Mean (A) ER and (B) PgR levels after a single i.m. injection of 50, 125, or 250 mg fulvestrant, 20 mg tamoxifen, or placebo. Reproduced with the permission of Cancer Research (Robertson et al, 2001).

Fulvestrant produced significant dose-dependent reductions in Ki67 compared with placebo (50 mg: P=0.046; 125 mg: P=0.001; 250 mg: P=0.0002), although there were no differences in Ki67 between fulvestrant and tamoxifen (Robertson et al, 2001). The cell turnover index (CTI) is a composite measurement of both cell proliferation and apoptosis, and provides a useful indicator of drug action on breast tumour growth. In the same study, patients receiving fulvestrant 250 mg showed a significant reduction in the CTI compared with those who received placebo (P=0.0003) and tamoxifen (P=0.026). The effect on CTI with tamoxifen was not significantly different from that with placebo (Bundred et al, 2002).

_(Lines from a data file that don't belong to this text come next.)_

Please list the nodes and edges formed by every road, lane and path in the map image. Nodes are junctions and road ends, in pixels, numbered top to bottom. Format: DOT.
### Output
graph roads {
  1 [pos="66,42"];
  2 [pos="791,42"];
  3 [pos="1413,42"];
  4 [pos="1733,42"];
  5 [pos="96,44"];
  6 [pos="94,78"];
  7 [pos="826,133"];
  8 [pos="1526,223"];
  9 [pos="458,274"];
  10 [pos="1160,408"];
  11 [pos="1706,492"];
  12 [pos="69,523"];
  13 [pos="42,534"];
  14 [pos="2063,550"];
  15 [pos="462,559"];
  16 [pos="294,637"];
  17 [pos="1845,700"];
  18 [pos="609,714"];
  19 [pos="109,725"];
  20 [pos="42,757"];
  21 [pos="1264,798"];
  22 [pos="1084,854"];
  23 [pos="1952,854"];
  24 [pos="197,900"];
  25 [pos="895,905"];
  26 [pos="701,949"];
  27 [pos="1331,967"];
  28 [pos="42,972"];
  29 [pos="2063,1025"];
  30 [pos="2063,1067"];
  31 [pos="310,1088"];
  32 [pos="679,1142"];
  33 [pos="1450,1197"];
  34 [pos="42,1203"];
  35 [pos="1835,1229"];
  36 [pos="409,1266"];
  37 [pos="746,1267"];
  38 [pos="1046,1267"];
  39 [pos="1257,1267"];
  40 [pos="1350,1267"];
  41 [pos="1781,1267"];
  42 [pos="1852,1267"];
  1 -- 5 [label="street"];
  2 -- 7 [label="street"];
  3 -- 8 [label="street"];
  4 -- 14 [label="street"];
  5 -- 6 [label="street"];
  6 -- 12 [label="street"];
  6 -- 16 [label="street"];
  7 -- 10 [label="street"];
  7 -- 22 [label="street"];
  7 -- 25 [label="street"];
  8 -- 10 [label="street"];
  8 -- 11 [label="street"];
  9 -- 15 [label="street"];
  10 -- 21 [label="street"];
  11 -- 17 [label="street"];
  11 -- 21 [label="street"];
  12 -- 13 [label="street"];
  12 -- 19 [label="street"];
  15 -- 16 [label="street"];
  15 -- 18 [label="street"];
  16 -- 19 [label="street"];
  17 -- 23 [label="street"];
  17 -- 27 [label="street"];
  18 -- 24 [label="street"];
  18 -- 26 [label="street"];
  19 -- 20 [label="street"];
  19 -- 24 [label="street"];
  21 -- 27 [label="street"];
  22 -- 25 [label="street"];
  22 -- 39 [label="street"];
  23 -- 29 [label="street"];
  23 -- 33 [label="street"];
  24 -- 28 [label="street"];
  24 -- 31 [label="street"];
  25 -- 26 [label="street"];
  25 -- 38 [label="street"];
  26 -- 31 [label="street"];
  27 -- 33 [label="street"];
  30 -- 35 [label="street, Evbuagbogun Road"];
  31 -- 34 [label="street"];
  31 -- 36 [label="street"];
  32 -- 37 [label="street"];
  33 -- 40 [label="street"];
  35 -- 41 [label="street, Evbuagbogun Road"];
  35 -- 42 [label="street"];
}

Taken together with the preclinical data, these findings emphasise the differences in mode of action and the lack of cross-resistance between the SERMs and fulvestrant, which has latterly been supported by phase III data, demonstrating the efficacy of fulvestrant in patients with tamoxifen-resistant disease.

Conclusions

Fulvestrant is a new type of endocrine treatment – an ER antagonist with a novel mode of action. Fulvestrant disrupts ER dimerisation and nuclear localisation, completely blocking ER-mediated transcriptional activity and accelerating receptor degradation. Consequently, fulvestrant also blocks the activity of oestrogen-regulated genes associated with breast tumour progression, invasion, metastasis and angiogenesis. The antitumour effects of fulvestrant have been demonstrated both in preclinical studies and in clinical trials, using a number of prognostic and predictive markers. This new type of endocrine therapy has no oestrogen agonist effects, and lacks cross-resistance with other antioestrogens. Antioestrogens with novel mechanisms of action such as fulvestrant represent a valuable second-line treatment option for postmenopausal women with hormone-sensitive advanced breast cancer, who have progressed on prior tamoxifen therapy. Fulvestrant and other new endocrine therapies may also provide opportunities for a longer treatment period with well-tolerated endocrine therapy before the need for cytotoxic chemotherapy.